The concept of a secret agency devoted to controlling Earth's undercover alien population can only seem novel once, and the Odd Couple dynamic between Will Smith's chatty, effervescent newcomer and Tommy Lee Jones' irascible veteran has a shelf life, too. To merely rinse and repeat for the third entry, adding only new creatures and the obligatory 3-D effects, would have buried it deeper into the ground.

Introducing time travel to a series that has never raised that possibility sounds like a desperate ploy, drafting off Back to the Future much like young Marty McFly drafted off cars on his skateboard. Perhaps it wouldn't seem like a stretch for such a high-tech agency to disrupt the space-time continuum, but taking the franchise out of its natural habitat is what happened when Fonzie jumped the shark. Perhaps that's why it took a full decade to make the second Men in Black sequel.

And yet director Barry Sonnenfeld, working from a script by Etan Cohen (Tropic Thunder), gets just enough juice out of the time-travel idea to give Men in Black 3 a lift. A plot that has Smith's Agent J going back to 1969 to save his partner — and the world — allows for ample opportunities to riff on American history and introduces an uncanny Josh Brolin as Jones' younger self, which twists a tired buddy-movie partnership in subtle and often clever new directions.

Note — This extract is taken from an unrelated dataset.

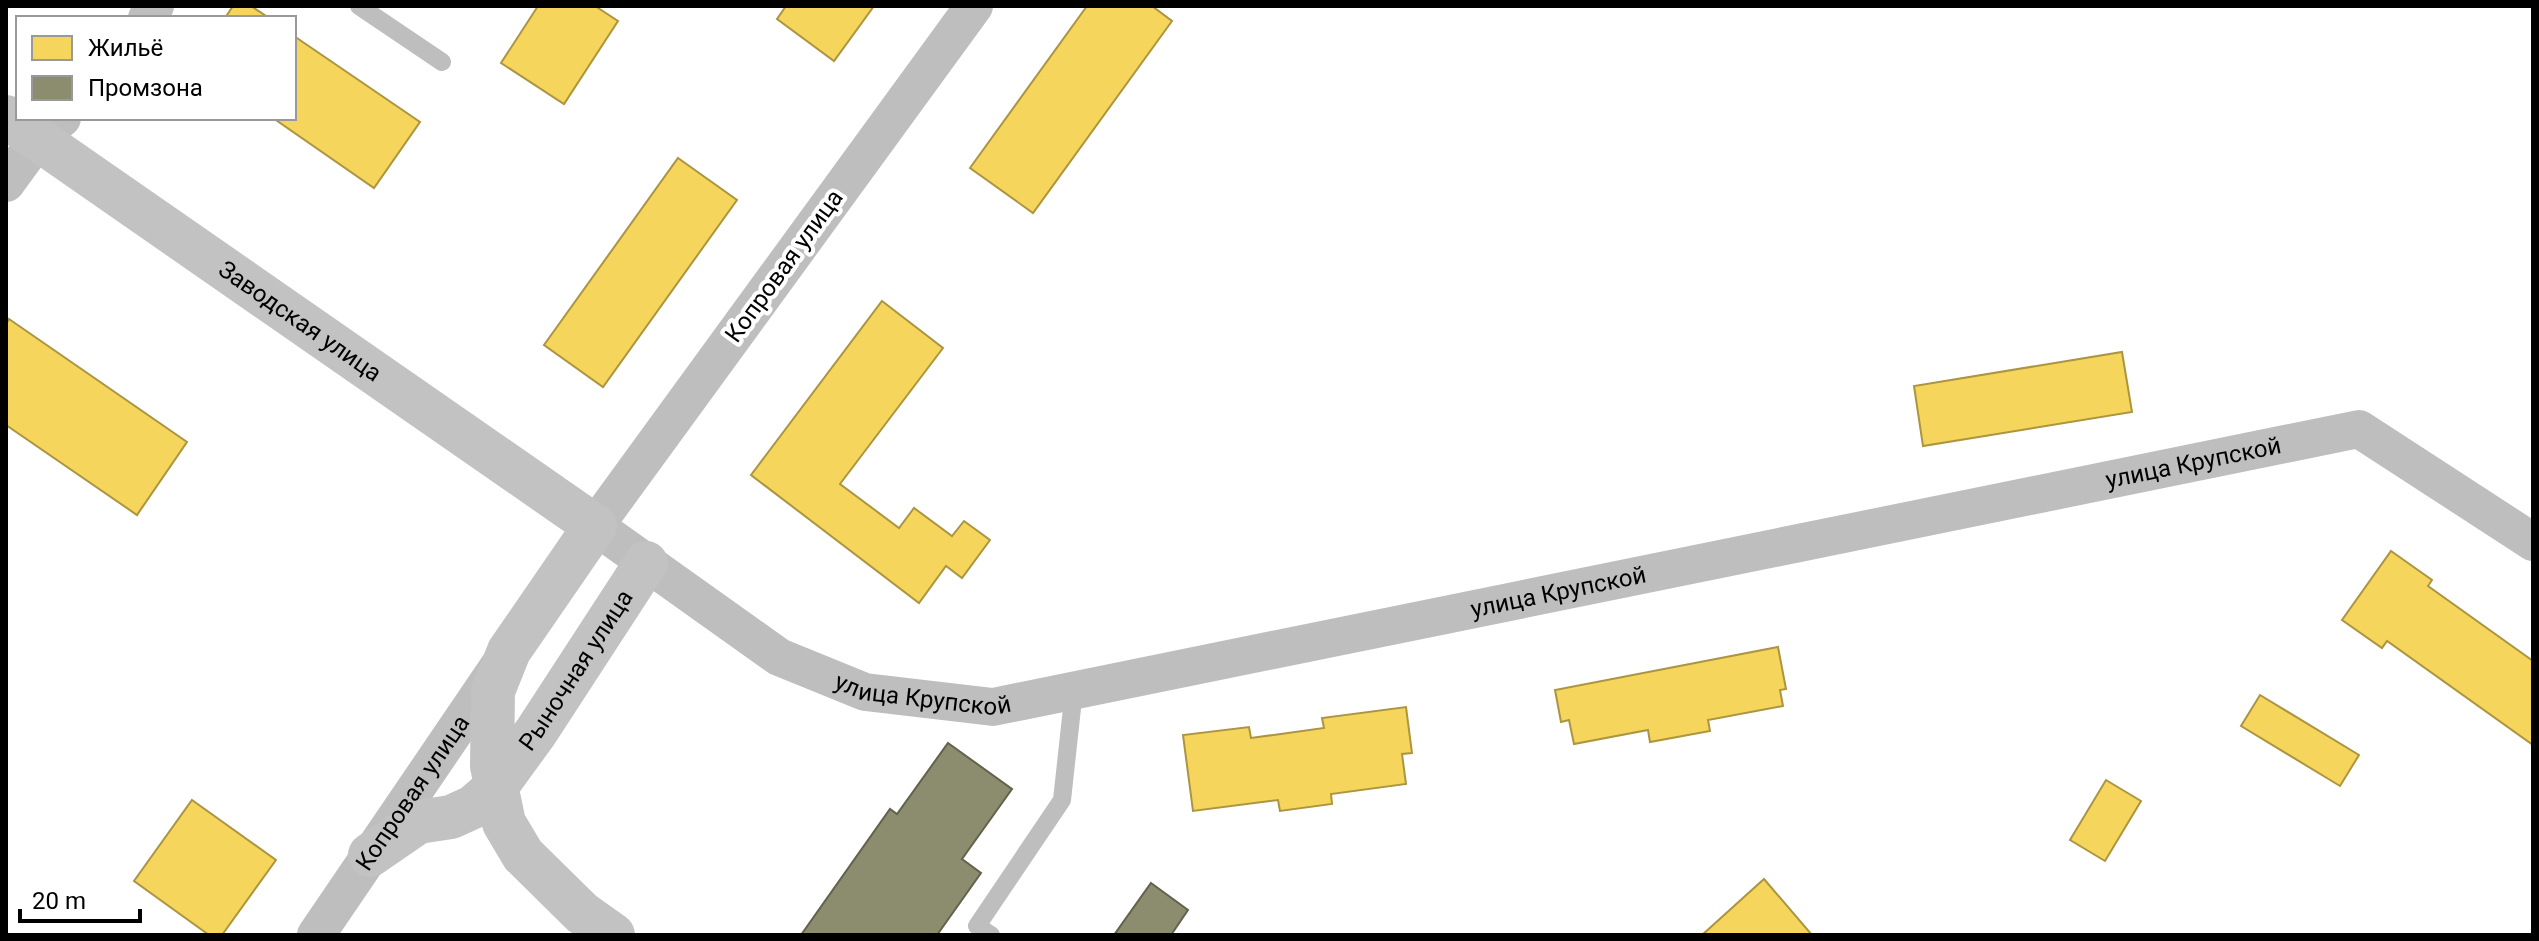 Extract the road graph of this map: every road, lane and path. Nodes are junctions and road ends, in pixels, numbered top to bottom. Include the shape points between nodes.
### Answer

As the film opens, a dangerous new threat emerges in "Boris the Animal," a creature so deadly that he has spent the past 40 years chained up in a prison on the moon. The man who put him there? None other than Jones' Agent K, who shot off Boris' arm in the process.

When Boris escapes from prison, steals a time-travel device and goes back to July 16, 1969, to kill K in a showdown at Cape Canaveral, J sets his own device 24 hours earlier in an attempt to warn his future partner and avoid a full-on alien invasion.

Though there are some callbacks to the first two movies, Men in Black 3 doesn't expect viewers to remember some complicated mythology — in that respect, it serves as its own memory-wiping "neuralizer" — and the streamlined plot is unusual and refreshing for a time-travel movie. (Just don't think about the what-ifs for too long.)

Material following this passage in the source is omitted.